Fatboy Slim released a 25-year anniversary edition of You’ve Come A Long Way, Baby for €37 on vinyl last month. Tickets for the ‘Loves Summer’ in Galway next August will go on sale tomorrow, 3 November, for an expected forty quid a pop; maybe more.
With the necessary shuttle bus pass, and walking around money for the no-doubt expensive one-brand choice of warm lager in a plastic pot, youngsters may be priced out.
And yet, there is something about a big gig in an unusual venue that promises future stories to be spun.
Cook’s latest tour will call at some uncommon venues next year, including a moonbase in Cornwall, Roman ruins in Manchester, a seventeenth century labyrinth in Bedfordshire, sunny Scarborough, and Fairview in Dublin.
Galway City Council and County Council should put their airport squabbles aside and take note, however, that Fatboy Slim has not played a large, open-air gig in his home town of Brighton since 2002 when that year’s Beach Boutique show descended into apocalyptic chaos. Police, ambulances, lifeboats and coast guard choppers rescued ravers from the sea when a reported 250,000 punters rocked up to an event expecting 60,000.

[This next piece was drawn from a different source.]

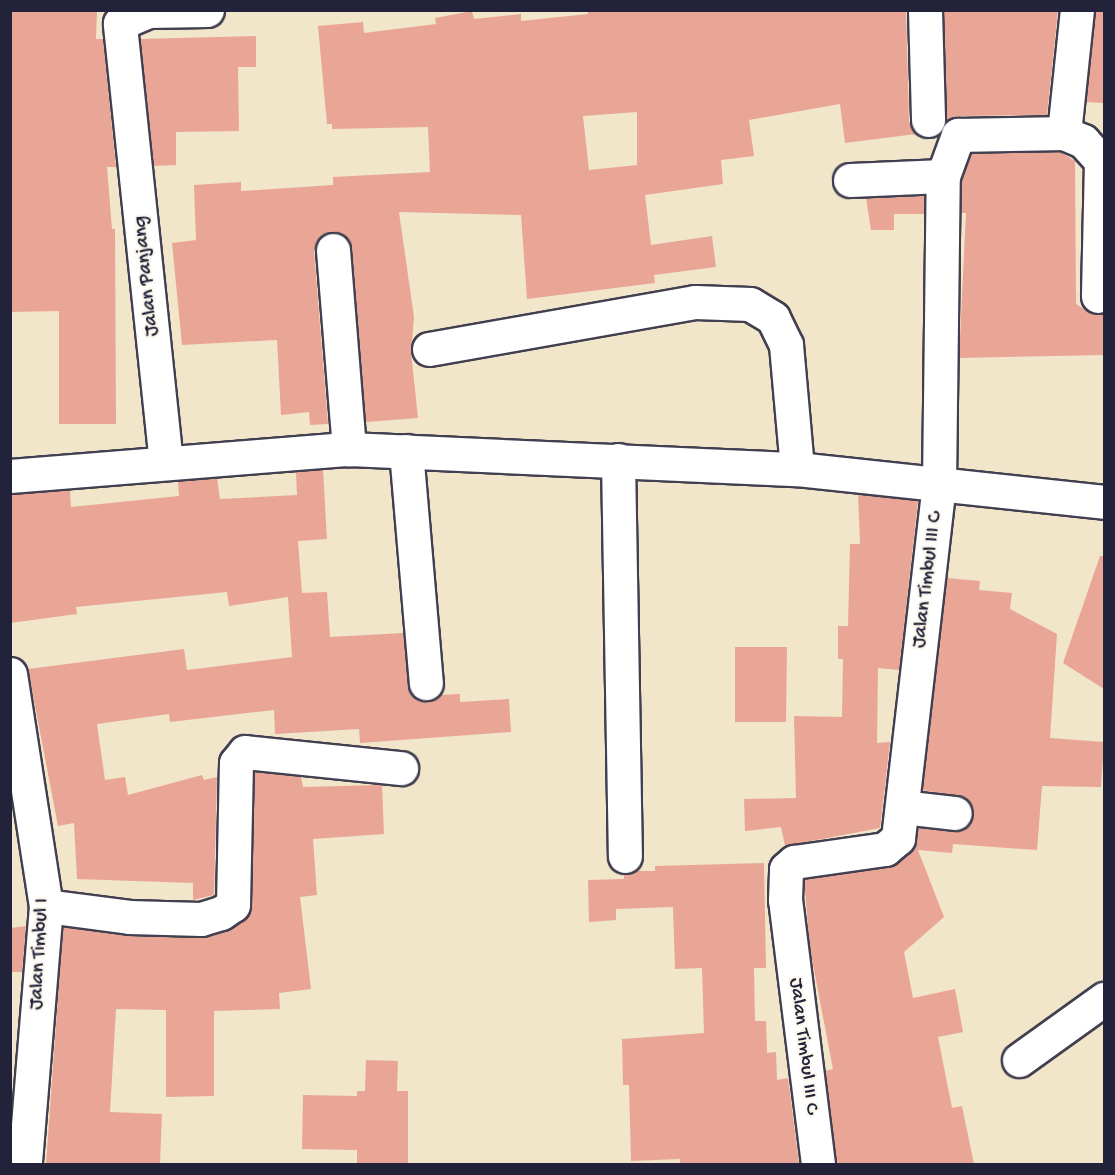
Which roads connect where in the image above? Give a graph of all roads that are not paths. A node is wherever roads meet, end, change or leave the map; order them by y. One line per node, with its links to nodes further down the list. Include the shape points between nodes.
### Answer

Visualise throngs like that amongst the flatlands of east Galway, and the two councils will need the FCA to herd the lost back home.
It’ll be good to use the airport though. Young gig goers might marvel at its dilapidated terminal, and wonder what it was like for the now ageing Celtic Tiger cubs of Galway to fly out from it, sometimes even to music events. Time flies.